RESTIC_FORGET_ARGS: "--retry-lock=5m --keep-daily 7 --keep-weekly 8 --keep-monthly 12"
See Forget worker for the full state machine, sample configurations and exit-code reference.
2. Soft-skip semantic for restic forget exit 11¶
On a repository shared by multiple hosts, two simultaneous backups
can race for the exclusive lock that restic forget needs. Only one
acquires it; the other returns restic exit 11 ("failed to lock
repository"). Until 2.4.0 the worker treated that as a hard failure
(❌ Forget Failed with Status 11) and, with RESTIC_AUTO_UNLOCK=ON,
would unlock the other host's legitimate lock — a foot-gun on
multi-host setups.
2.5.0 downgrades the exit-11 case to an informational skip in both
the inline path (/bin/backup) and the new standalone worker
(/bin/forget):
- Cron log records
⏭ Forget skipped: repository was locked by another host (exit 11). Retention will catch up on the next backup tick. - The backup itself still exits
0;last-backup.jsonkeepsexit_code: 0. restic unlockis intentionally never run on exit 11 regardless ofRESTIC_AUTO_UNLOCK(the lock we lost is another host's legitimate lock).- All other non-zero forget exits keep their existing fail-loud handling.
3. forget_exit_code field in last-backup.json¶
The inline forget result is now recorded separately as
forget_exit_code: <0|11|other> alongside exit_code in
last-backup.json. The value is auto-promoted to a
restic_backup_last_forget_exit_code Prometheus gauge so monitoring
can alert on persistent skipping without false-flagging the backup
itself. (The standalone worker exposes the same number as its own
top-level exit_code plus a restic_forget_last_exit_code gauge.)
Upgrade actions¶
- Single host, no
RESTIC_FORGET_ARGSset: drop-in, nothing to change. - Single host,
RESTIC_FORGET_ARGSset: drop-in. Consider adding--retry-lock=DURATIONif you ever expect to add a second host. - Multi-host, hitting
❌ Forget Failed with Status 11: the failures are now⏭skips automatically. For a permanent fix, pick one of:- Best: set
FORGET_CRONon a single maintenance-owner container (or on each container with staggered times) and let the dedicated worker own the lock window. - Add
--retry-lock=5mtoRESTIC_FORGET_ARGS. - Stagger
BACKUP_CRONbetween hosts.
- Best: set
See Backup worker → Multi-host repositories and exit 11 for the full story.
2.3.x → 2.4.0¶
Purely additive. New /bin/mount-snapshot helper wraps restic mount
(FUSE) read-only under /fusemount, scoped to this container's
--host "$HOSTNAME" and --tag "$RESTIC_TAG" by default.

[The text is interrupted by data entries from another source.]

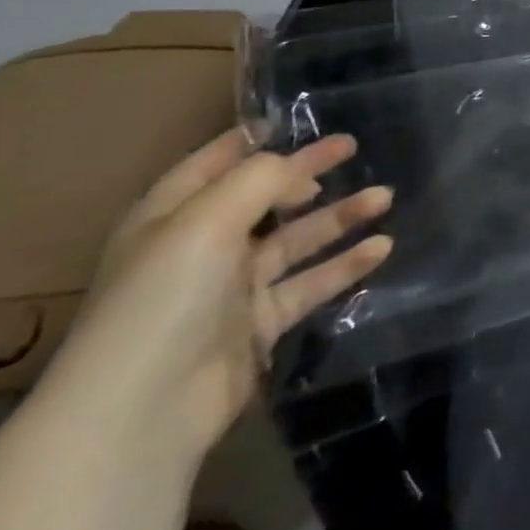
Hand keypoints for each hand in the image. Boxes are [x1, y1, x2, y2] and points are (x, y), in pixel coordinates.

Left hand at [36, 129, 393, 464]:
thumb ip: (259, 180)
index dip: (253, 141)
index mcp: (171, 216)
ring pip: (296, 240)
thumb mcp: (206, 220)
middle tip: (353, 148)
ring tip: (385, 196)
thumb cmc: (165, 297)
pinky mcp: (259, 325)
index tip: (298, 121)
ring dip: (339, 217)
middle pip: (265, 198)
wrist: (143, 409)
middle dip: (309, 172)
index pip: (214, 163)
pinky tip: (382, 248)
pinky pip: (310, 284)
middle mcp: (200, 247)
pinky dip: (344, 265)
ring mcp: (230, 289)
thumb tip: (297, 164)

Defaults are designed for the common case "give me last night's
snapshot tree, scoped to this host": mounts on /fusemount
(container-internal by design, created at image build, never collides
with /bin/restore output or a host bind-mount on /restore).
Created if missing, must be empty unless --force. The helper refuses
/data, BACKUP_ROOT_DIR and other system/source directories
without --force, and registers an EXIT trap that calls
fusermount -u (with umount fallback) so SIGINT, SIGTERM or a
restic crash always unmounts cleanly.
Use --repo-wide to expose every snapshot, --path (repeatable) to
filter by snapshot path, and --allow-other when another UID (e.g. a
host bind-mount consumer) needs read access to the FUSE tree.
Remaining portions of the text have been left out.